--- In [email protected], TurquoiseB <[EMAIL PROTECTED]> wrote:
>
> --- In [email protected], "authfriend" <jstein@> wrote:
> >
> > A kind Providence has placed in our breasts a hatred of the 
> > unjust and cruel, in order that we may preserve ourselves 
> > from cruelty and injustice. They who bear cruelty, are 
> > accomplices in it. The pretended gentleness which excludes 
> > that charitable rancour, produces an indifference which is 
> > half an approbation.

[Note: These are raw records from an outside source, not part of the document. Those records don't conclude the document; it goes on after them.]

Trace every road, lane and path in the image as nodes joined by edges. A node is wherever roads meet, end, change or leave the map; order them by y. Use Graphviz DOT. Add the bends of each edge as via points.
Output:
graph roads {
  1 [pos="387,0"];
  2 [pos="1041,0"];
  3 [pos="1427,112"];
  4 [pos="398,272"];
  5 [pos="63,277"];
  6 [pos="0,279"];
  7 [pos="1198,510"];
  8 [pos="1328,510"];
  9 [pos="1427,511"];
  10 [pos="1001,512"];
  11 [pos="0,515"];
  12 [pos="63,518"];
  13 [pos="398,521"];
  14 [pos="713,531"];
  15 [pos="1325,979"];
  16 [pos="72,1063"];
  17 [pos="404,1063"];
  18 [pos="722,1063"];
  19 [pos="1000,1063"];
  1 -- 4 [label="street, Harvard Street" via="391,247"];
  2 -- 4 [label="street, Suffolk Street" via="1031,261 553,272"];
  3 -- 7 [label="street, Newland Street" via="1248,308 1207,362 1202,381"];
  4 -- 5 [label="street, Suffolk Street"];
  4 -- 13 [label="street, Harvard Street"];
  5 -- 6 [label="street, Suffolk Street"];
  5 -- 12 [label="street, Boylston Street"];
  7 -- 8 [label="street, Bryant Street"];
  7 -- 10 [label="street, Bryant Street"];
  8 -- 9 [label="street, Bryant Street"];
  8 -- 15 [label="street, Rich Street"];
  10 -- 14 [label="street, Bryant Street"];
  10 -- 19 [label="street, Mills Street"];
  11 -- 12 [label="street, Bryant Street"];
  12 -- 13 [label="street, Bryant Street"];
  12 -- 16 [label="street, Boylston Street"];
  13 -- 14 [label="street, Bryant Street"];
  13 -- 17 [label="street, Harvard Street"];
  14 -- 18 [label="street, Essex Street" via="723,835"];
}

They never will love where they ought 
> > to love, who do not hate where they ought to hate.
> > 
> > --Edmund Burke, "Letters on a Regicide Peace"
> 
> 
> "Ought to hate?" 
> 
> Seems to me that -- once again -- you're quoting 
> some "authority" who has told you not only that 
> it's *OK* to hate, but who *TO* hate.

Well, first, I don't believe I've ever quoted an
authority before to this effect, so it would
appear that you're hallucinating again.

Second, the quote says nothing about *whom* to 
hate; it seems you hallucinated that as well
in order to fabricate some relevance for your
little Charrick thought-stopper.  Burke is
obviously not talking about creating God in
one's own image, nor is he advocating that
one hate *people*.

Third, what the quote *actually* advocates is
to hate what is unjust and cruel, which I would
interpret as having a strong aversion to that
which fosters unnecessary suffering, rather
than remaining indifferent toward it.

Fourth, you may prefer to remain indifferent to
what is unjust and cruel, but I'd suggest you
might want to consider whether such indifference
might well also inhibit your capacity to love, as
the quote says.

Fifth, for you *in particular* to advocate
remaining indifferent to what you consider unjust
and cruel is ironic in the extreme.  Not for
nothing do I call you the Master of Inadvertent
Irony.

Sixth, if you weren't so blinded by your own
hatred for me and weren't so anxious to find yet
another way to put me down, you would have
remembered that a day or so ago I posted part
of a news article about the Amish community that
lost five (soon to be six) children in a horrific
school shooting and how determined they were *not*
to hate the sick monster who had done it or even
to feel anger over their loss.

Obviously the article and the quote above
represent two very different approaches to life.
If you had put a moment's thought into it before
your knee-jerk lashing-out, it might have occurred
to you that I was unlikely to be advocating *both*
views, and therefore that I must have had some
other purpose for making those postings.

As you so frequently do, you missed the point
completely.  

Perhaps some of the more rational people here
will have been inspired by these two posts to
actually do some reflection on the contrasting
views.

For example: Does the Amish avoidance of hate stunt
their capacity to love?  Does the fact that the
fund they have established for the victims' families
*includes* the family of the shooter suggest
otherwise?  The Amish are pacifists and do not serve
in the armed forces.  What does their refusal to
participate in the killing and maiming of others in
war say about their ability to be loving?  Do we
see a lack of love in their community?

On the other hand, the Amish keep themselves isolated
from the larger society and make no attempt to
oppose its cruelties and injustices.  Is that an
indication of a limited capacity for love?  Are they
actually *repressing* hatred and anger, only to
have them come out in other negative behaviors?  Is
their intolerance for the ways of the larger society
itself a form of hatred?

I don't know the answers, but I thought they were
interesting questions to ponder.  Too bad you
couldn't see past your own hatred to the issues
the two posts raised.

But, of course, no surprise.


 Thank you
> for sharing with us the influences that made you 
> what you are, but no thanks...
> 
> 
> "You know you've created God in your own image 
> when he hates the exact same people that you do."